Hal itu disampaikan Muhammad Noor SH M.Kn dalam disertasi doktornya berjudul Reformulasi Akad Murābaḥah Emas Berdasarkan Asas Tawāzun pada Perbankan Syariah di Indonesia. Disertai ini dipertanggungjawabkan dalam Ujian Terbuka Promosi Doktor pada Prodi Hukum Program Doktor (PSHPD) FH UII di Auditorium Lantai 4 Gedung FH UII Kampus Terpadu, Sabtu 26 Juli 2025.

Menurut Muhammad Noor , dalam proses evaluasi tersebut, bank juga perlu merevisi mekanisme penyusunan akad agar tidak lagi bersifat sepihak, melainkan melibatkan partisipasi aktif nasabah secara musyawarah.

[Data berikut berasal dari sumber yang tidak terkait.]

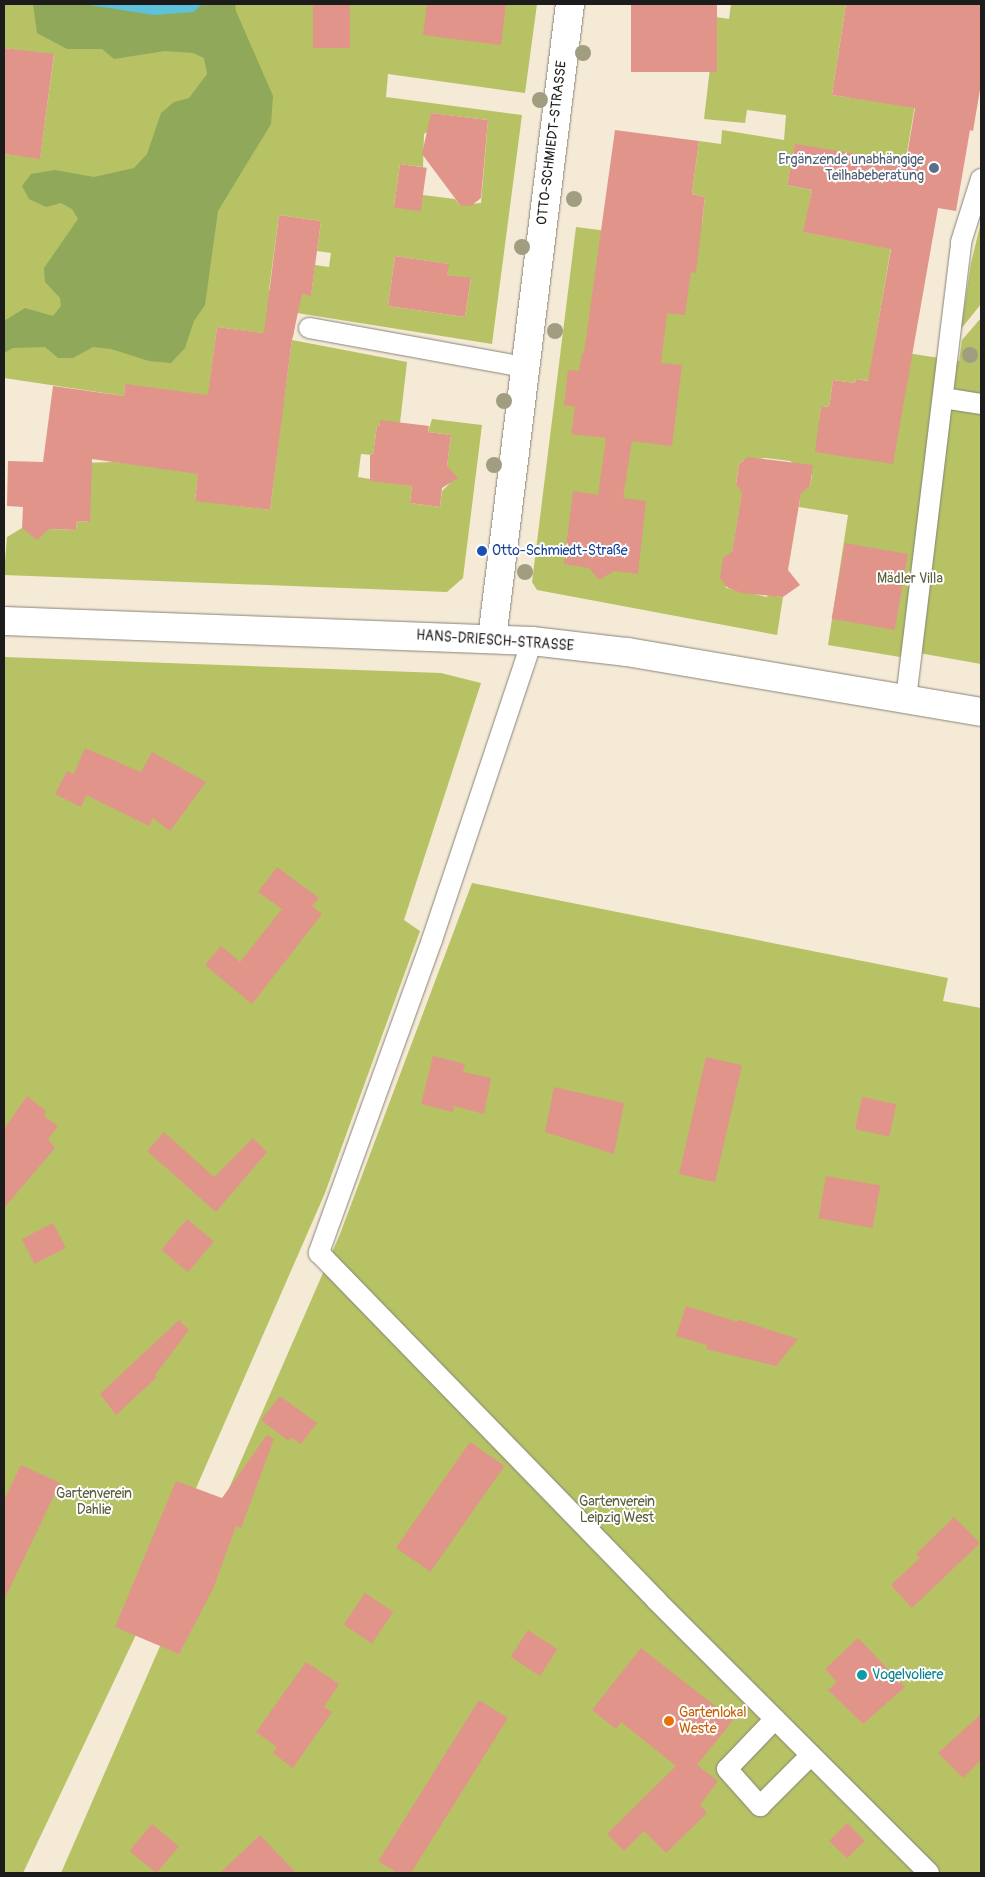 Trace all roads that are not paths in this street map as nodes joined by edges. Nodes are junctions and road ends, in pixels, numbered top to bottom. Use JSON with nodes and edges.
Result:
{"nodes":[{"id":1,"x":570,"y":4,"type":"edge"},
{"id":2,"x":981,"y":179,"type":"edge"},
{"id":3,"x":309,"y":328,"type":"dead end"},
{"id":4,"x":524,"y":367,"type":"junction"},
{"id":5,"x":943,"y":398,"type":"junction"},
{"id":6,"x":981,"y":404,"type":"edge"},
{"id":7,"x":4,"y":621,"type":"edge"},
{"id":8,"x":492,"y":639,"type":"junction"},
{"id":9,"x":532,"y":641,"type":"junction"},
{"id":10,"x":906,"y":699,"type":"junction"},
{"id":11,"x":981,"y":712,"type":"edge"},
{"id":12,"x":774,"y":1719,"type":"junction"},
{"id":13,"x":811,"y":1756,"type":"junction"},
{"id":14,"x":929,"y":1873,"type":"edge"}],
"edges":[{"from":1,"to":4,"type":"main road","name":"OTTO-SCHMIEDT-STRASSE"},
{"from":2,"to":5,"type":"lane"},
{"from":3,"to":4,"type":"lane"},
{"from":4,"to":8,"type":"main road","name":"OTTO-SCHMIEDT-STRASSE"},
{"from":5,"to":6,"type":"lane"},
{"from":5,"to":10,"type":"lane"},
{"from":7,"to":8,"type":"main road","name":"HANS-DRIESCH-STRASSE"},
{"from":8,"to":9,"type":"main road","name":"HANS-DRIESCH-STRASSE"},
{"from":9,"to":10,"type":"main road","name":"HANS-DRIESCH-STRASSE"},
{"from":9,"to":12,"type":"lane"},
{"from":10,"to":11,"type":"main road","name":"HANS-DRIESCH-STRASSE"},
{"from":12,"to":13,"type":"lane"},
{"from":12,"to":13,"type":"lane"},
{"from":13,"to":14,"type":"lane"}]}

Muhammad Noor SH M.Kn mengikuti Ujian Terbuka Promosi Doktor pada Prodi Hukum Program Doktor (PSHPD) FH UII di Auditorium Lantai 4 Gedung FH UII Kampus Terpadu, Sabtu 26 Juli 2025. Foto: Philipus Jehamun/beritabernas.com

Hal ini dapat dilakukan melalui penyediaan ruang negosiasi, penjelasan detail atas hak dan kewajiban kedua belah pihak serta penerapan prinsip transparansi dalam setiap tahap akad. Dengan cara ini, akad murābaḥah emas tidak hanya sah secara legal, tetapi juga mencerminkan kesetaraan, keadilan substantif dan perlindungan hukum yang kuat sebagaimana diamanatkan dalam maqāṣid al-syarī‘ah.

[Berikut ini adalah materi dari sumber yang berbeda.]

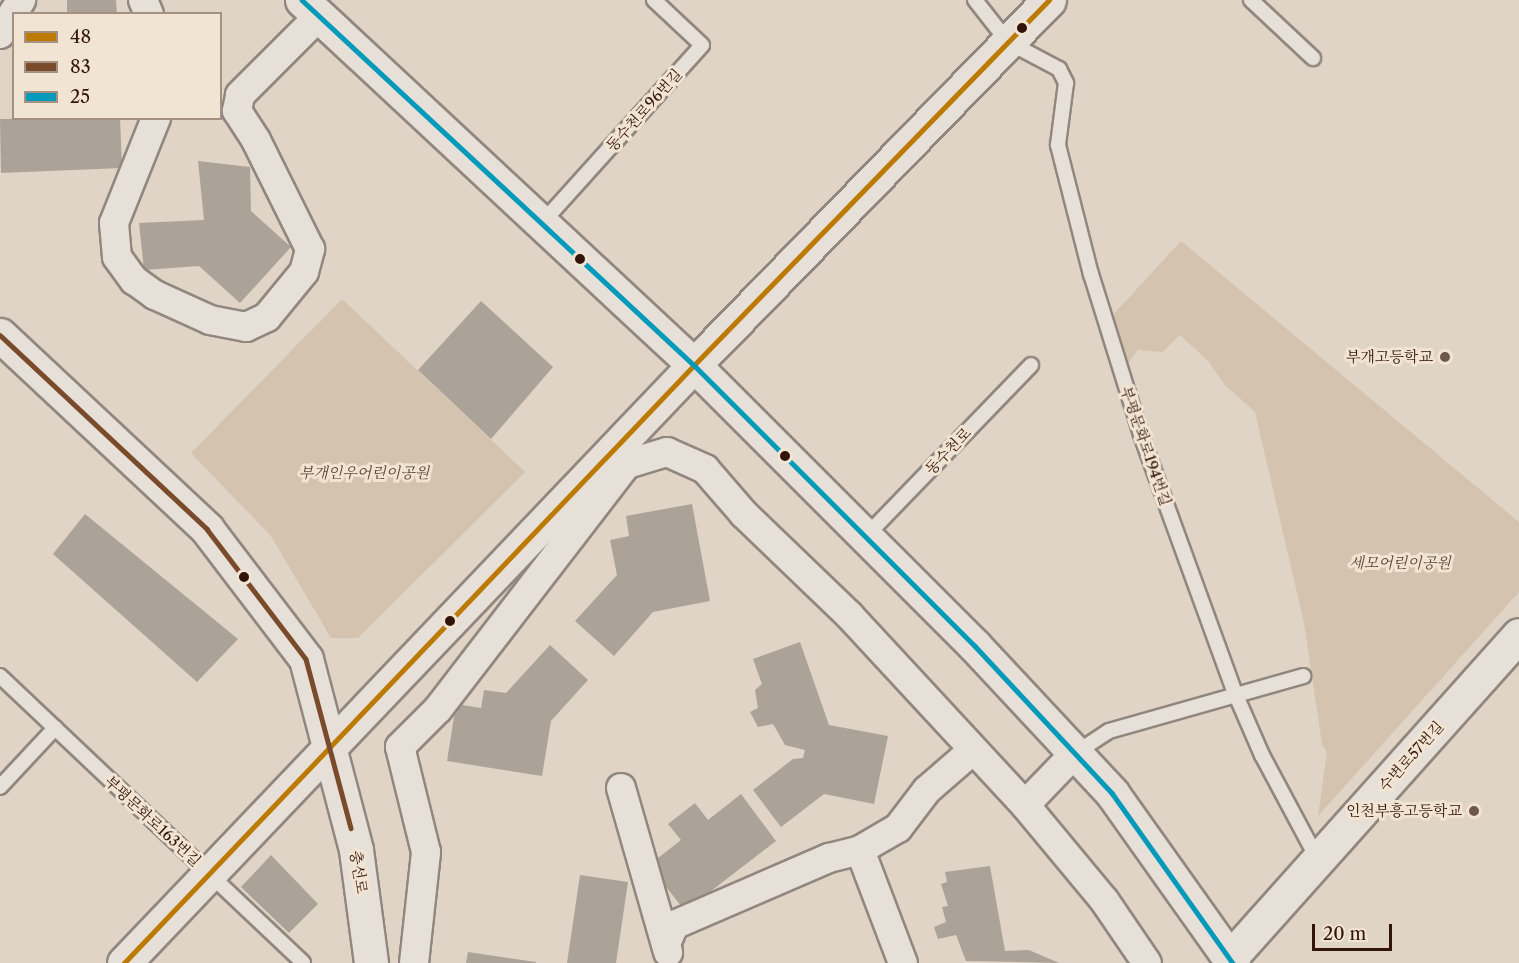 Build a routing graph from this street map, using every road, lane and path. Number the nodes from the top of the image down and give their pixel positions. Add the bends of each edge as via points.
1 (654, 0) edge
2 (975, 0) edge
3 (1049, 0) edge
4 (1251, 0) edge
5 (311, 8) edge
6 (12, 14) edge
7 (0, 33) edge
8 (1008, 42) junction
9 (1313, 58) dead end
10 (229, 110) edge
11 (155, 120) edge
12 (542, 223) junction
13 (0, 335) edge
14 (694, 365) junction
15 (1031, 365) dead end
16 (865, 537) junction
17 (1519, 635) edge
18 (0, 676) edge
19 (1303, 676) dead end
20 (1235, 693) junction
21 (56, 728) junction
22 (330, 746) junction
23 (973, 750) junction
24 (1074, 754) junction
25 (0, 787) edge
26 (621, 788) dead end
27 (1025, 805) junction
28 (860, 850) junction
29 (1318, 860) junction
30 (209, 874) junction
31 (668, 954) edge
32 (1231, 960) edge
33 (124, 963) edge
34 (303, 963) edge
35 (371, 963) edge
36 (414, 963) edge
37 (903, 963) edge
38 (1147, 963) edge

1 - 12 lane, 동수천로96번길 via 702,45
2 - 8 lane
3 - 8 street
4 - 9 lane
5 - 10 street
5 - 12 street
6 - 7 street
8 - 14 street
8 - 20 lane, 부평문화로194번길 via 1059,69 1066,83 1058,145 1091,273 1141,435
10 - 11 street via 256,140 310,249 304,272 267,317 246,327 210,320 155,295 134,280 117,257 114,223
12 - 14 street
13 - 22 street, 충선로 via 207,529 306,659
14 - 16 street
14 - 22 street
15 - 16 lane, 동수천로
16 - 24 street
17 - 29 street, 수변로57번길
18 - 21 lane, 부평문화로163번길
19 - 20 lane
20 - 24 lane via 1109,731
20 - 29 lane, 부평문화로194번길 via 1262,755
21 - 25 lane
21 - 30 lane, 부평문화로163번길
22 - 30 street
22 - 35 street, 충선로 via 356,850
23 - 27 street
23 - 28 street via 927,790 898,828
23 - 36 street via 849,615 744,514 705,469 667,452 627,464 438,709 400,747 426,852
24 - 27 street
24 - 32 street via 1112,793
26 - 31 street
27 - 38 street via 1104,900
28 - 31 street via 829,858 674,925
28 - 37 street
29 - 32 street, 수변로57번길
30 - 33 street
30 - 34 lane, 부평문화로163번길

Karena itu, Muhammad Noor meminta otoritas regulator, seperti Otoritas Jasa Keuangan (OJK) dan Dewan Syariah Nasional-MUI (DSN-MUI), bersama dengan lembaga keuangan perbankan syariah, mulai merumuskan dan mengembangkan model reformulasi akad murābaḥah emas yang lebih mencerminkan penerapan asas tawāzun secara proporsional, salah satunya melalui implementasi konsep Murābaḥah Musyārakah Mutanāqiṣah Emas (MMMqE).

Sebab, menurut Muhammad Noor, model ini menawarkan pendekatan alternatif yang menggabungkan sistem kepemilikan bersama antara bank dan nasabah dengan skema pelunasan bertahap secara proporsional, sehingga perpindahan kepemilikan emas berlangsung secara adil, tidak memberatkan dan sesuai prinsip fikih muamalah.

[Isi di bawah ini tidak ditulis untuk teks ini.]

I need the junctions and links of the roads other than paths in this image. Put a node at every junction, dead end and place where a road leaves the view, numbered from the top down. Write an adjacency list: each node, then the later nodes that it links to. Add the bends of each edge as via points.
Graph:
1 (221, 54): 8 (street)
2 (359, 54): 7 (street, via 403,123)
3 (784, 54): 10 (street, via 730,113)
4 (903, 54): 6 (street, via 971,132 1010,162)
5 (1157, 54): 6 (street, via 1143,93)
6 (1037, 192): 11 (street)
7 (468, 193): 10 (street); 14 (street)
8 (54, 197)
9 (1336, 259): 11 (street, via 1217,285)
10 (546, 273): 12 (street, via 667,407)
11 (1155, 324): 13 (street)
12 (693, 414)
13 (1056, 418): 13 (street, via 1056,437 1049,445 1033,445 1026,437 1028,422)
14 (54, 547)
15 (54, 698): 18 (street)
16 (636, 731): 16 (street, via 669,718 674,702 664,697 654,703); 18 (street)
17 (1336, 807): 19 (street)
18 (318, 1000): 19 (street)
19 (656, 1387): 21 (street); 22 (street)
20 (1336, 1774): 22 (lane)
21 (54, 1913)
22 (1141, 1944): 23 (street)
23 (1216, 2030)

Dalam skema ini, risiko dan keuntungan dibagi secara transparan dan proporsional, serta memberi ruang musyawarah dalam menentukan aspek-aspek penting dalam akad seperti margin keuntungan, biaya-biaya tambahan, dan mekanisme penyelesaian sengketa. Konsep ini juga lebih sesuai dengan karakteristik
nasabah modern yang menuntut kepastian hukum, perlindungan hak, serta keterlibatan aktif dalam keputusan keuangan.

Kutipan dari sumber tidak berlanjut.